O ex-presidente Lula criticou nesta
sexta-feira (26), em entrevista exclusiva concedida à Folha de S.Paulo e
ao jornal El País, o que diz ser uma diferença de tratamento dado a ele
e ao atual presidente da República, Jair Bolsonaro.
"Eu,
ex-presidente da República, sem nenhuma prova, foram na minha casa,
recebi vários policiais. O seu Queiroz não atendeu a nenhum pedido [para
depor no Ministério Público] e a Polícia Federal não foi buscar ele
ainda", disse Lula.
Após
uma batalha judicial na qual a entrevista chegou a ser censurada pelo
STF (Supremo Tribunal Federal), decisão revista na semana passada pelo
presidente da corte, Dias Toffoli, o petista recebeu os dois veículos,
em uma sala preparada pela Polícia Federal na sede do órgão em Curitiba,
onde está preso desde abril do ano passado.
Sobre
a eleição de 2018, Lula diz que acreditava na possibilidade de
concorrer à Presidência mesmo estando na cadeia. " Uma das condições que
fez com que eu viesse para cá era porque não havia nenhum advogado
naquele instante que não garantisse que eu disputaria as
eleições sub-judice. Mesmo condenado, eu poderia concorrer."
O
ex-presidente também se queixa da visão negativa que incide hoje sobre a
política. "A política está efetivamente demonizada. E vai se levar um
tempo muito grande para a gente tratar a política com mais seriedade."
Leia, abaixo, novos trechos da entrevista de Lula:
Lula
- No dia em que eu sair daqui, eles sabem, eu estarei com o pé na
estrada. Para, junto com esse povo, levantar a cabeça e não deixar
entregar o Brasil aos americanos. Para acabar com esse complexo de
vira-lata.
Eu nunca vi um
presidente bater continência para a bandeira americana [como fez
Bolsonaro]. Eu nunca vi um presidente ficar dizendo "eu amo os EUA, eu
amo". Ama a sua mãe, ama o seu país! Que ama os Estados Unidos! Alguém
acha que os Estados Unidos vão favorecer o Brasil?
Americano
pensa em americano em primeiro lugar, pensa em americano em segundo
lugar, pensa em americano em terceiro lugar, pensa em americano em
quinto e se sobrar tempo pensa em americano.
E
ficam os lacaios brasileiros achando que os americanos vão fazer alguma
coisa por nós. Quem tem que fazer por nós somos nós. A solução dos
problemas do Brasil está dentro do Brasil.
O
seu partido perdeu a eleição e a extrema direita chegou ao poder com
muitos votos que eram do PT. Como o senhor avalia essa guinada?
Lula
- Vamos só relativizar tudo isso.

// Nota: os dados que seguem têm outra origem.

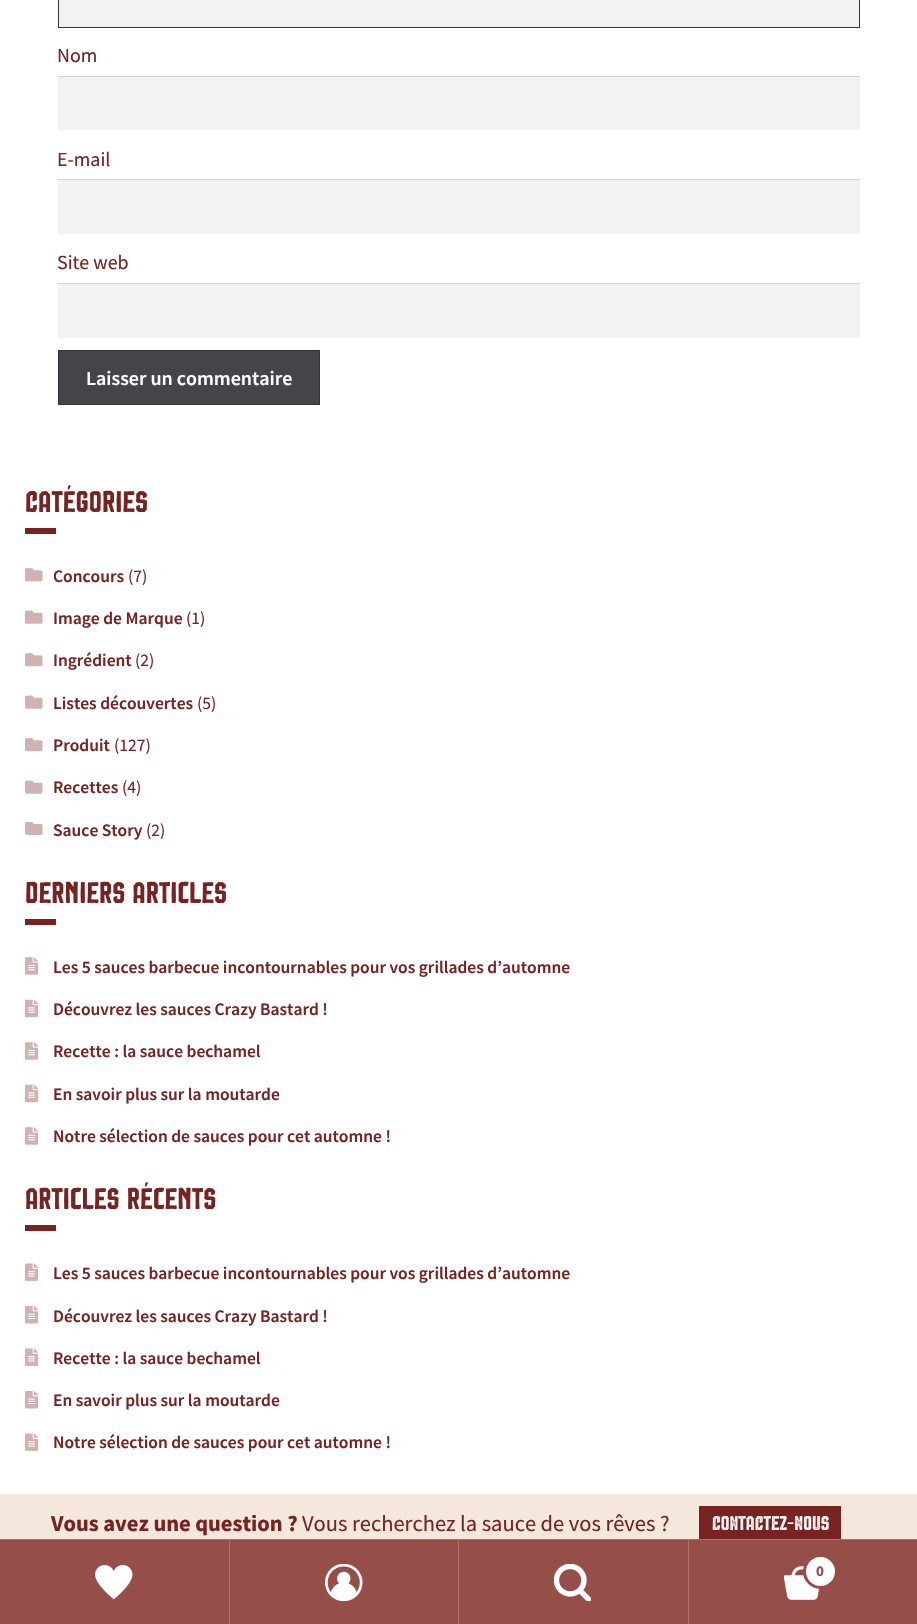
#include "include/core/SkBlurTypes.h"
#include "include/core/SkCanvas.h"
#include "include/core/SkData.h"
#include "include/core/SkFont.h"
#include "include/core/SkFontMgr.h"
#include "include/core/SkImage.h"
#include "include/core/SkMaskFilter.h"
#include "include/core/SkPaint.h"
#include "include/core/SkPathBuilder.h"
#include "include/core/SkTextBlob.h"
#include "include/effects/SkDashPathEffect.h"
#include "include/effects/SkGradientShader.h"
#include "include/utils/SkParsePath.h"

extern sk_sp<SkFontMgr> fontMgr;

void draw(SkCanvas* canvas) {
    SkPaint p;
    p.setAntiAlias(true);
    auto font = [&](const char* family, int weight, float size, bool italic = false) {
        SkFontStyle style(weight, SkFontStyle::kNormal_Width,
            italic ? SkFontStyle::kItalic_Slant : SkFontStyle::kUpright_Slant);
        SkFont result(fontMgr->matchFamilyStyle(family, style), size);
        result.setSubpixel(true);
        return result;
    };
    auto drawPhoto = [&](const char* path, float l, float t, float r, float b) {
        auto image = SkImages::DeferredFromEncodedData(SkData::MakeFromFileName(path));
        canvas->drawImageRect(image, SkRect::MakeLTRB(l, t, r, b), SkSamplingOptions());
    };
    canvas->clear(0xFFFFFFFF);
    p.setColor(0xFFF2F2F2);
    canvas->drawRect(SkRect::MakeLTRB(58.5f, -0.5f, 859.5f, 27.5f), p);
    p.setStyle(SkPaint::kStroke_Style);
    p.setStrokeWidth(1);
    p.setColor(0xFF333333);
    canvas->drawRect(SkRect::MakeLTRB(58.5f, -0.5f, 859.5f, 27.5f), p);
    auto font1 = font("Source Sans Pro", 400, 20);
    p.setStyle(SkPaint::kFill_Style);
    p.setColor(0xFF762322);
    canvas->drawString("Nom", 57, 62, font1, p);
    p.setColor(0xFFF2F2F2);
    canvas->drawRect(SkRect::MakeLTRB(58, 77, 860, 130), p);
    p.setColor(0xFFD4D4D4);
    canvas->drawRect(SkRect::MakeLTRB(58, 76, 860, 77), p);
    p.setColor(0xFF762322);
    canvas->drawString("E-mail", 57, 166, font1, p);
    p.setColor(0xFFF2F2F2);
    canvas->drawRect(SkRect::MakeLTRB(58, 180, 860, 234), p);
    p.setColor(0xFFD4D4D4);
    canvas->drawRect(SkRect::MakeLTRB(58, 179, 860, 180), p);
    p.setColor(0xFF762322);
    canvas->drawString("Site web", 57, 269, font1, p);
    p.setColor(0xFFF2F2F2);
    canvas->drawRect(SkRect::MakeLTRB(58, 284, 860, 338), p);
    p.setColor(0xFFD4D4D4);
    canvas->drawRect(SkRect::MakeLTRB(58, 283, 860, 284), p);
    p.setColor(0xFF43454B);
    canvas->drawRect(SkRect::MakeLTRB(58.5f, 350.5f, 319.5f, 404.5f), p);
    p.setStyle(SkPaint::kStroke_Style);
    p.setColor(0xFF333333);
    canvas->drawRect(SkRect::MakeLTRB(58.5f, 350.5f, 319.5f, 404.5f), p);
    auto font2 = font("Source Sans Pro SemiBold", 600, 20);
    p.setStyle(SkPaint::kFill_Style);
    p.setColor(0xFFFFFFFF);
    canvas->drawString("Laisser un commentaire", 86, 385, font2, p);
    auto font3 = font("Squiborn", 400, 30);
    p.setColor(0xFF762322);
    canvas->drawString("Catégories", 25, 512, font3, p);
    canvas->drawRect(SkRect::MakeLTRB(25, 528, 56, 534), p);
    drawPhoto("media/1.png", 25, 568, 43, 582);
    auto font4 = font("Source Sans Pro SemiBold", 600, 17.5f);
    canvas->drawString("Concours", 53, 582, font4, p);
    auto font5 = font("Source Sans Pro", 400, 17.5f);
    canvas->drawString("(7)", 128, 582, font5, p);
    drawPhoto("media/2.png", 25, 610, 43, 624);
    canvas->drawString("Image de Marque", 53, 624, font4, p);
    canvas->drawString("(1)", 186, 624, font5, p);
    drawPhoto("media/1.png", 25, 653, 43, 667);
    canvas->drawString("Ingrédient", 53, 666, font4, p);
    canvas->drawString("(2)", 135, 666, font5, p);
    drawPhoto("media/2.png", 25, 695, 43, 709);
    canvas->drawString("Listes découvertes", 53, 709, font4, p);
    canvas->drawString("(5)", 197, 709, font5, p);
    drawPhoto("media/1.png", 25, 738, 43, 752);
    canvas->drawString("Produit", 53, 751, font4, p);
    canvas->drawString("(127)", 114, 751, font5, p);
    drawPhoto("media/2.png", 25, 780, 43, 794);
    canvas->drawString("Recettes", 53, 793, font4, p);
    canvas->drawString("(4)", 122, 793, font5, p);
    drawPhoto("media/3.png", 25, 821, 43, 835);
    canvas->drawString("Sauce Story", 53, 836, font4, p);
    canvas->drawString("(2)", 146, 836, font5, p);
    canvas->drawString("Derniers articles", 25, 903, font3, p);
    canvas->drawRect(SkRect::MakeLTRB(25, 919, 56, 925), p);
    drawPhoto("media/4.png", 25, 957, 39, 975);
    canvas->drawString("Les 5 sauces barbecue incontournables pour vos grillades d’automne", 53, 973, font4, p);
    drawPhoto("media/5.png", 25, 999, 39, 1018);
    canvas->drawString("Découvrez les sauces Crazy Bastard !", 53, 1015, font4, p);
    drawPhoto("media/4.png", 25, 1042, 39, 1060);
    canvas->drawString("Recette : la sauce bechamel", 53, 1057, font4, p);
    drawPhoto("media/5.png", 25, 1084, 39, 1103);
    canvas->drawString("En savoir plus sur la moutarde", 53, 1100, font4, p);
    drawPhoto("media/4.png", 25, 1127, 39, 1145);
    canvas->drawString("Notre sélection de sauces pour cet automne !", 53, 1142, font4, p);
    canvas->drawString("Articles récents", 25, 1209, font3, p);
    canvas->drawRect(SkRect::MakeLTRB(25, 1225, 56, 1231), p);
    drawPhoto("media/6.png", 25, 1263, 39, 1281);
    canvas->drawString("Les 5 sauces barbecue incontournables pour vos grillades d’automne", 53, 1279, font4, p);
    drawPhoto("media/7.png", 25, 1305, 39, 1324);
    canvas->drawString("Découvrez les sauces Crazy Bastard !", 53, 1322, font4, p);
    drawPhoto("media/6.png", 25, 1348, 39, 1366);
    canvas->drawString("Recette : la sauce bechamel", 53, 1364, font4, p);
    drawPhoto("media/7.png", 25, 1390, 39, 1409);
    canvas->drawString("En savoir plus sur la moutarde", 53, 1406, font4, p);
    drawPhoto("media/6.png", 25, 1433, 39, 1451);
    canvas->drawString("Notre sélection de sauces pour cet automne !", 53, 1448, font4, p);
    p.setColor(0xFFF4E7DB);
    canvas->drawRect(SkRect::MakeLTRB(0, 1494, 917, 1539), p);
    auto font6 = font("Source Sans Pro", 700, 22.5f);
    p.setColor(0xFF762322);
    canvas->drawString("Vous avez une question ?", 51, 1531, font6, p);
    auto font7 = font("Source Sans Pro", 400, 22.5f);
    canvas->drawString("Vous recherchez la sauce de vos rêves ?", 302, 1531, font7, p);
    canvas->drawRect(SkRect::MakeLTRB(699, 1506, 841, 1539), p);
    auto font8 = font("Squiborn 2", 400, 20);
    p.setColor(0xFFFFFFFF);
    canvas->drawString("CONTACTEZ-NOUS", 712, 1530, font8, p);
    {
        const struct { float l, t, r, b; SkColor color; } items[] = {
            {0, 1539, 917, 1540, 0xFFAA726D},
            {0, 1540, 229, 1624, 0xFF954F48},
            {229, 1540, 230, 1624, 0xFFAA726D},
        };
        for (auto [l, t, r, b, color] : items) {
            p.setColor(color);
            canvas->drawRect(SkRect::MakeLTRB(l, t, r, b), p);
        }
    }
    drawPhoto("media/8.png", 95, 1565, 133, 1600);
    p.setColor(0xFF954F48);
    canvas->drawRect(SkRect::MakeLTRB(230, 1540, 458, 1624), p);
    p.setColor(0xFFAA726D);
    canvas->drawRect(SkRect::MakeLTRB(458, 1540, 459, 1624), p);
    drawPhoto("media/9.png", 325, 1564, 363, 1601);
    p.setColor(0xFF954F48);
    canvas->drawRect(SkRect::MakeLTRB(459, 1540, 688, 1624), p);
    p.setColor(0xFFAA726D);
    canvas->drawRect(SkRect::MakeLTRB(688, 1540, 689, 1624), p);
    drawPhoto("media/10.png", 554, 1564, 591, 1601);
    p.setColor(0xFF954F48);
    canvas->drawRect(SkRect::MakeLTRB(689, 1540, 917, 1624), p);
    drawPhoto("media/11.png", 784, 1566, 820, 1600);
    p.setColor(0xFFFFFFFF);
    canvas->drawCircle(820.5f, 1571.5f, 16, p);
    p.setStyle(SkPaint::kStroke_Style);
    p.setStrokeWidth(3);
    p.setColor(0xFF954F48);
    canvas->drawCircle(820.5f, 1571.5f, 16, p);
    auto font9 = font("Source Sans Pro", 700, 15);
    p.setStyle(SkPaint::kFill_Style);
    canvas->drawString("0", 816, 1576, font9, p);
}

Uma das condições que fez com que eu
viesse para cá era porque não havia nenhum advogado naquele instante que
não garantisse que eu disputaria as eleições sub-judice. Mesmo
condenado, eu poderia concorrer.
E
eu estava com um orgulho muito grande de ganhar as eleições de dentro
da cadeia. É importante lembrar que eu cresci 16 pontos aqui dentro [da
prisão]. Sem poder falar.
Aí
quando o ministro [do STF e do TSE, Luís Roberto Barroso] fez aquela
loucura [foi decidido que Lula não poderia se candidatar], eu tive que
assinar uma carta dizendo para o [Fernando Haddad] ser candidato.

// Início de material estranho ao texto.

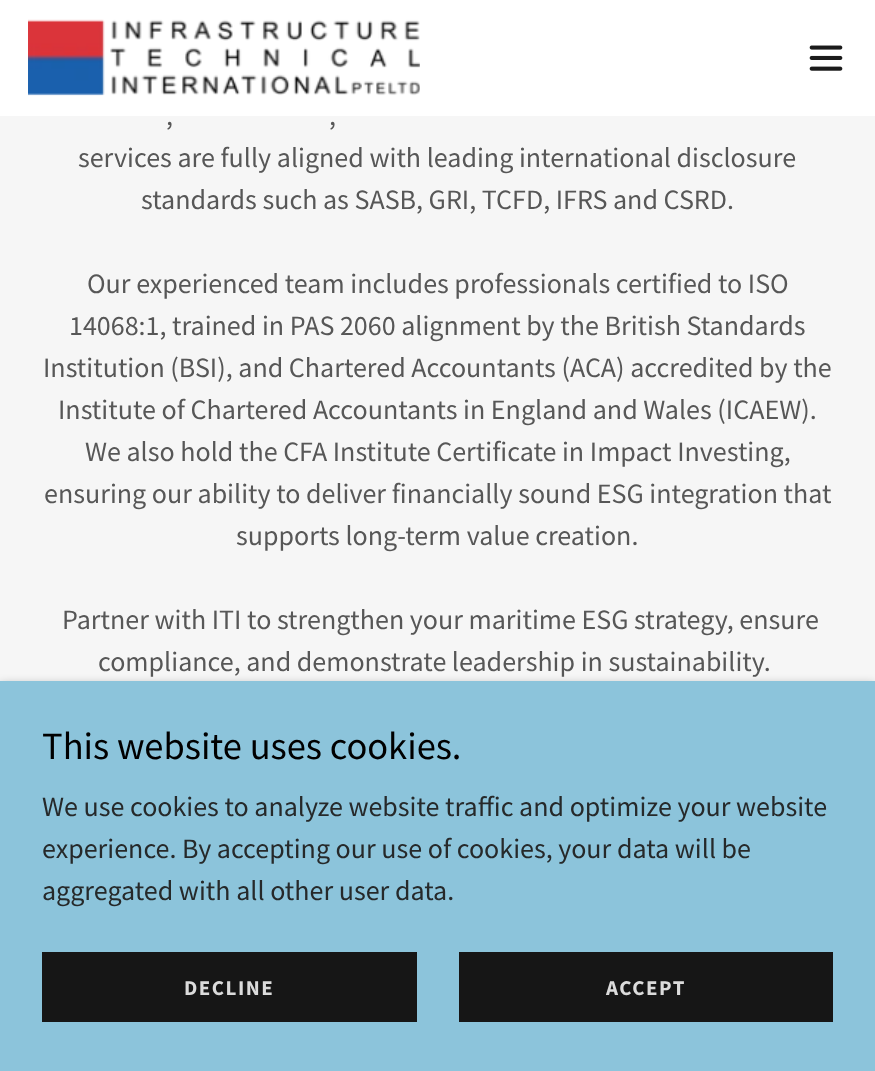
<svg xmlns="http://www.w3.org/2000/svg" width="875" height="1071">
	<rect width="100%" height="100%" fill="#F6F6F6" />
	<rect x="0" y="0" width="875" height="116" fill="#FFFFFF" />
	<image x="28" y="19" width="392" height="77" href="assets/img1.png" />
	<image x="809" y="45" width="34" height="26" href="assets/img2.png" />
	<g font-family="Source Sans Pro" font-size="28" fill="#575757">
		<text x="166" y="125">,</text>
		<text x="329" y="125">,</text>
		<text x="78" y="167">services are fully aligned with leading international disclosure</text>
		<text x="141" y="209">standards such as SASB, GRI, TCFD, IFRS and CSRD.</text>
		<text x="87" y="293">Our experienced team includes professionals certified to ISO</text>
		<text x="69" y="335">14068:1, trained in PAS 2060 alignment by the British Standards</text>
		<text x="43" y="377">Institution (BSI), and Chartered Accountants (ACA) accredited by the</text>
		<text x="58" y="419">Institute of Chartered Accountants in England and Wales (ICAEW).</text>
		<text x="85" y="461">We also hold the CFA Institute Certificate in Impact Investing,</text>
		<text x="44" y="503">ensuring our ability to deliver financially sound ESG integration that</text>
		<text x="236" y="545">supports long-term value creation.</text>
		<text x="62" y="629">Partner with ITI to strengthen your maritime ESG strategy, ensure</text>
		<text x="98" y="671">compliance, and demonstrate leadership in sustainability.</text>
	</g>
	<rect x="0" y="684" width="875" height="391" fill="#000000" fill-opacity="0.3" filter="blur(5px)" />
	<rect x="0" y="681" width="875" height="390" fill="#8CC4DB" />
	<text x="42" y="759" font-family="Source Sans Pro" font-size="38.5" fill="#000000">This website uses cookies.</text>
	<g font-family="Source Sans Pro" font-size="28" fill="#26292A">
		<text x="42" y="816">We use cookies to analyze website traffic and optimize your website</text>
		<text x="42" y="858">experience. By accepting our use of cookies, your data will be</text>
		<text x="42" y="900">aggregated with all other user data.</text>
	</g>
	<rect x="42" y="952" width="375" height="70" fill="#161616" />
	<text x="184" y="995" font-family="Source Sans Pro" font-size="21" font-weight="700" letter-spacing="1.5" fill="#DBDBDB">DECLINE</text>
	<rect x="459" y="952" width="374" height="70" fill="#161616" />
	<text x="606" y="995" font-family="Source Sans Pro" font-size="21" font-weight="700" letter-spacing="1.5" fill="#DBDBDB">ACCEPT</text>
</svg>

Ali eu senti que nós estaríamos correndo risco. A transferência de votos não é simples, automática. Leva tempo.
Eu tinha certeza de que o Haddad poderia representar muito bem a candidatura, como representou.
Nós
tivemos uma eleição atípica no Brasil. O papel do fake news na
campanha, a quantidade de mentira, foi uma coisa maluca. E depois [teve]
a falta de sensibilidade dos setores de esquerda de não se unirem.
A coisa foi tão maluca que a Marina [Silva, da Rede], que quase foi presidente da República em 2014, teve 1% dos votos.
Eu
respeito o voto do povo. O povo não é bom só quando vota em mim. Mas a
verdade é que eu nunca tinha visto o povo com tanto ódio nas ruas.
Eu
já fui muito a estádio de futebol. Eu sou corintiano. Eu ia com
palmeirense, com são-paulino, com santista. A gente brincava, brigava.
Mas, agora, era loucura. É ódio. E eu tenho acompanhado por leitura.
Está no mundo inteiro assim.
A
política está efetivamente demonizada. E vai se levar um tempo muito
grande para a gente tratar a política com mais seriedade. Veja o caso do
Brasil. O que você tem visto nesses quatro meses? Eu não esperava que o
Bolsonaro fosse resolver o problema do Brasil em quatro meses.
Quem
acha que em cem dias pode apresentar alguma coisa, realmente não
aprendeu a sentar a bunda na cadeira. E, depois, com a família que ele
tem. Com a loucura que tem. Quem é o primeiro inimigo que ele tem? É o
vice [general Hamilton Mourão]. Ele [Bolsonaro] passa a agredir os
deputados, depois tenta agradar os deputados. Diz que está fazendo a
nova política e a política que ele faz é a mesma porque ele é um velho
político.
Ou seja, o país
está desgovernado. Ele [Bolsonaro] não sabe até agora o que fazer e quem
dita regras é o Paulo Guedes. O homem de R$ 1 trilhão [que o ministro
afirma que será economizado com a reforma da Previdência]. A única coisa
que o povo sabe é do R$ 1 trilhão.
Eu
vejo jornal das 7, das 8, das 11, do meio-dia, em todos os canais.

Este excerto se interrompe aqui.